Собрал своё добро. Встал и пошёл за Митяем. Этот был очень длинный день. Он был полон приключений, унижений, побоев и человеческого сочувствия. Всё это навалилось сразу и порядком измотало. Усталость навалилась сразу. Заныла спина. Затёкшие ноги изменили мою походку. Сгорбившись, хромал за Митяем, подволакивая ноги. Наверняка со стороны выглядел глубоким стариком. Стариком несущим тяжёлый груз прожитых лет. Сейчас понимал главное. Вся прожитая жизнь была счастливой. А теперь стал бурьяном в придорожном кювете. И это моя судьба. Ковылял. Старался гнать эти мысли. Так мы и шли через залы вокзала. Выбрались на перрон. Пошли по нему к правому углу здания вокзала. Здесь с перрона вниз вела лестница. По этой лестнице спустились вниз и оказались перед железной дверью. Митяй открыл эту дверь. Мы вошли в подвал. Затхлый воздух подвала ударил в лицо. Он был душным и тёплым. Это было основное благо. На улице было сыро и прохладно. А запах? Чепуха! Мой нос с этим справился быстро. Любые миазмы воспринимались нормально. К неприятным запахам уже привык.
Тусклые лампочки в грязных плафонах освещали всё вокруг слабым светом. Под потолком шли трубы. Ржавые, мокрые с них срывались и падали капли конденсата. Некоторые протекали. На песчаном полу всё это оставляло тёмные влажные пятна. Молчали и шли вперёд по коридору подвала. Говорить не хотелось. Подвал навевал не радостные мысли. Так и дошли до металлической двери с круглым толстым стеклом. Митяй остановился перед ней. Поднял с пола кусок металлической арматуры и постучал ею в дверь. В стекле двери появилось лицо. Над дверью в плафоне горела лампочка. Нас осмотрели.

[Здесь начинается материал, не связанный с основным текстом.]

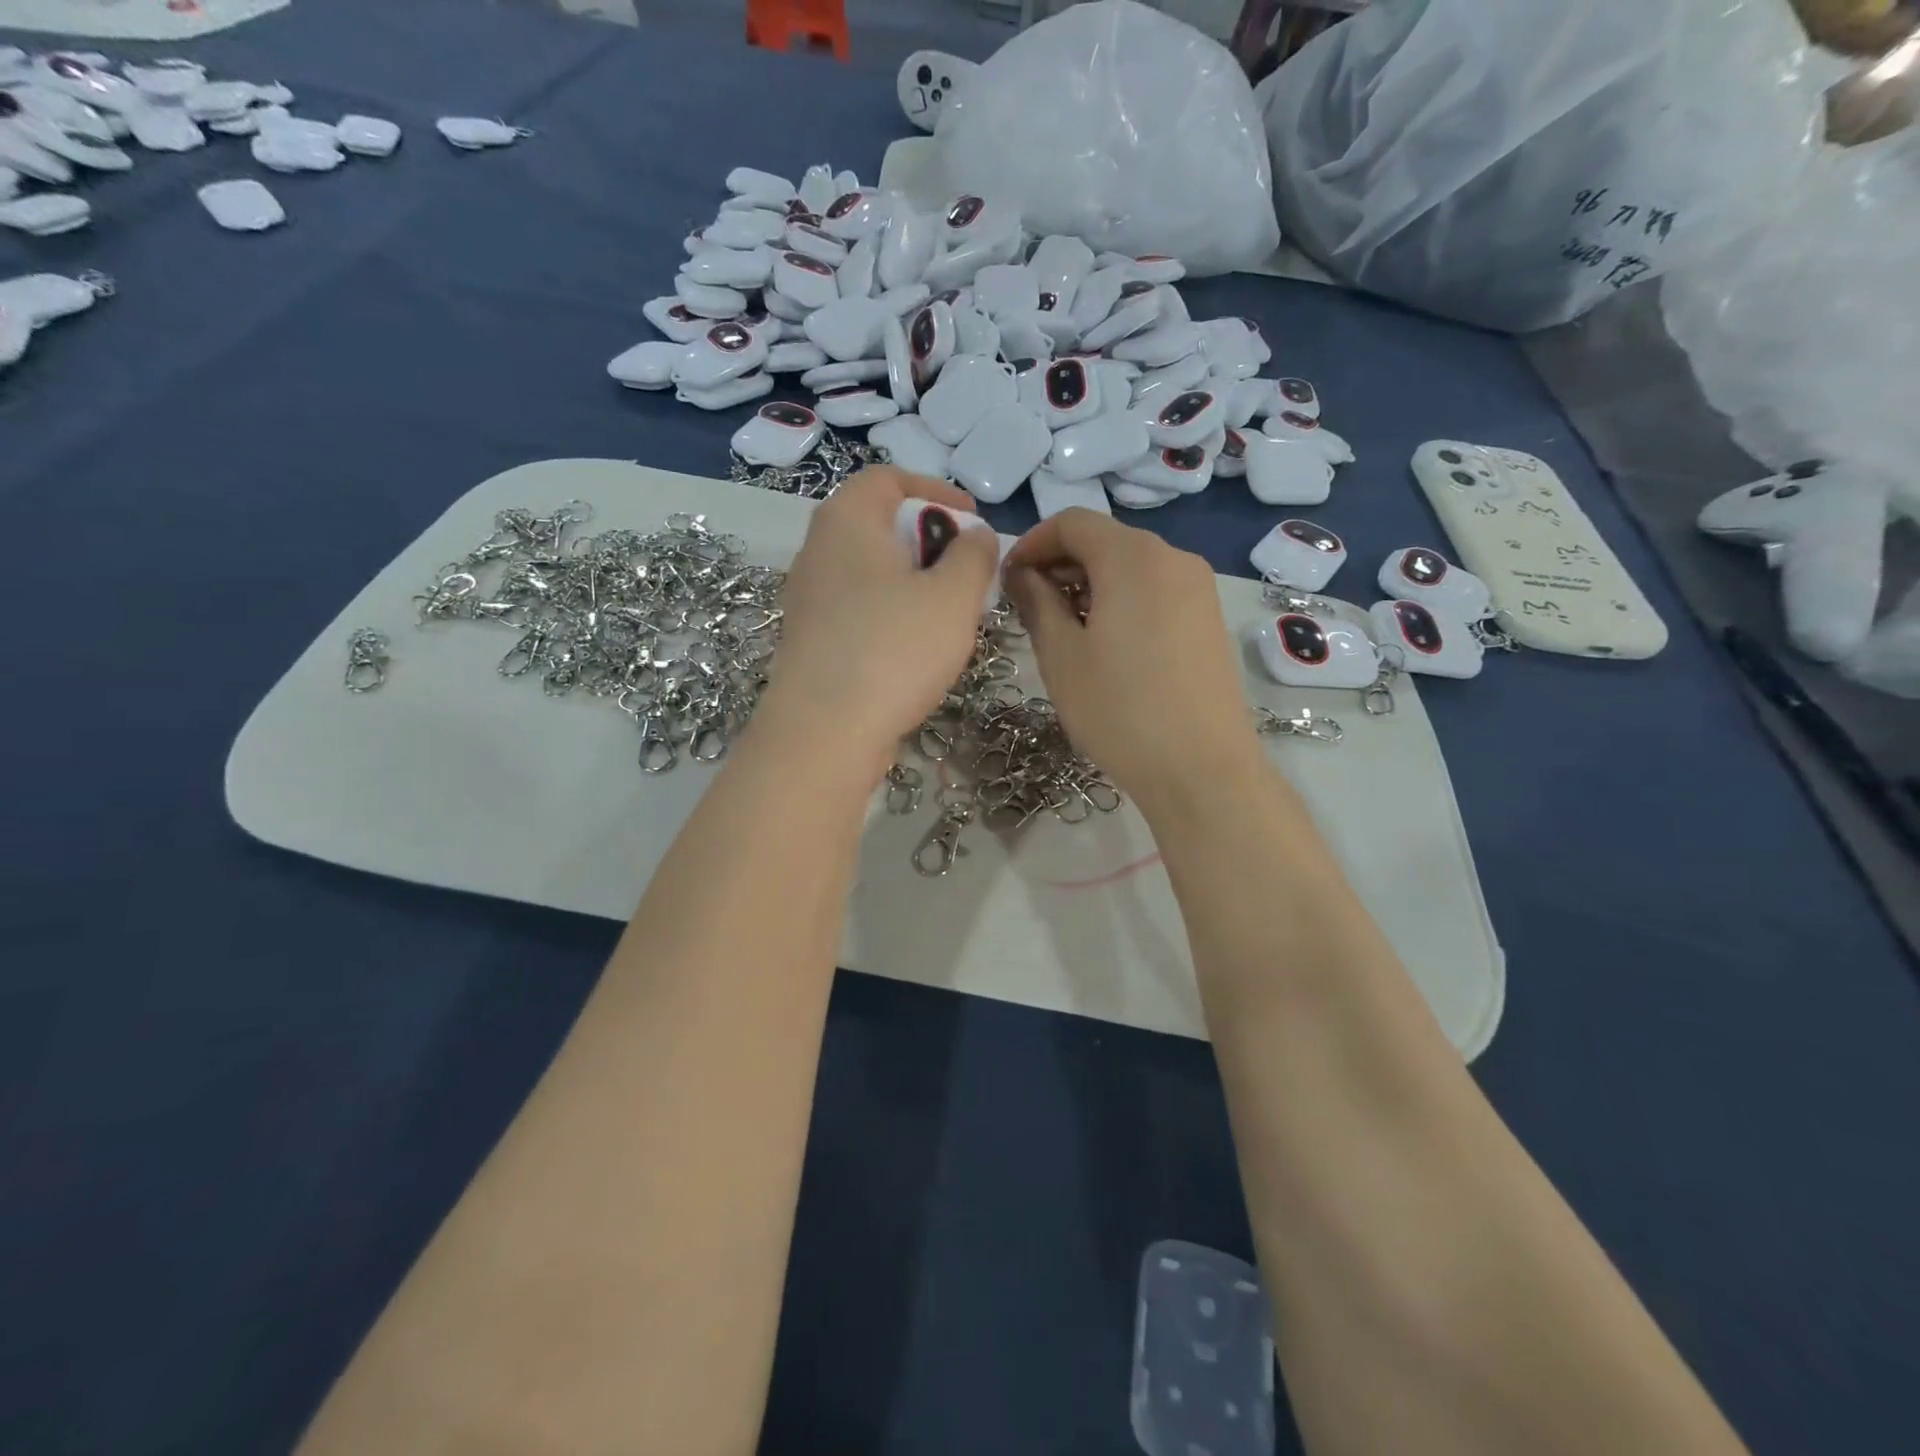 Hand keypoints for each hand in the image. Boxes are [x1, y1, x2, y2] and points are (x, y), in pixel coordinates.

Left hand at [758, 466, 996, 781]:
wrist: (824, 733)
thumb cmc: (893, 650)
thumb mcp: (954, 596)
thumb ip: (974, 555)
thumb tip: (974, 536)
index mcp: (847, 521)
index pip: (888, 478)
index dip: (936, 491)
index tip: (972, 520)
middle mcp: (818, 551)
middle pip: (879, 525)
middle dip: (930, 541)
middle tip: (966, 572)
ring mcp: (809, 599)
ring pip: (871, 572)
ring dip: (914, 582)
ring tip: (949, 613)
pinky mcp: (811, 640)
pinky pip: (859, 609)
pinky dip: (892, 613)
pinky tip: (916, 648)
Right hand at [1005, 509, 1262, 812]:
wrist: (1202, 768)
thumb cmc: (1119, 710)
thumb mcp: (1061, 655)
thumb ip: (1037, 602)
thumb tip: (1023, 574)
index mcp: (1132, 557)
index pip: (1072, 522)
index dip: (1032, 542)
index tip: (1008, 580)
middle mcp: (1172, 558)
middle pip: (1104, 540)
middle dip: (1060, 563)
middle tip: (1029, 607)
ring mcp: (1198, 587)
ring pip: (1131, 565)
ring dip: (1089, 583)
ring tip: (1064, 629)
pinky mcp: (1209, 618)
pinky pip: (1155, 589)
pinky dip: (1121, 599)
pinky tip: (1106, 643)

Узнав Митяя. Открыли дверь. Здесь смог осмотреть её. Она была толстой с запором. Смазанные петли не издали ни звука. За ними хорошо ухаживали. Мы вошли в небольшой тамбур и дверь за нами закрылась. В тамбуре освещения не было. Слабый свет попадал в него через толстое стекло оставшейся за нашими спинами двери. В этом слабом свете было видно, что мы стоим перед следующей железной дверью выкрашенной серой краской. Она открывалась внутрь.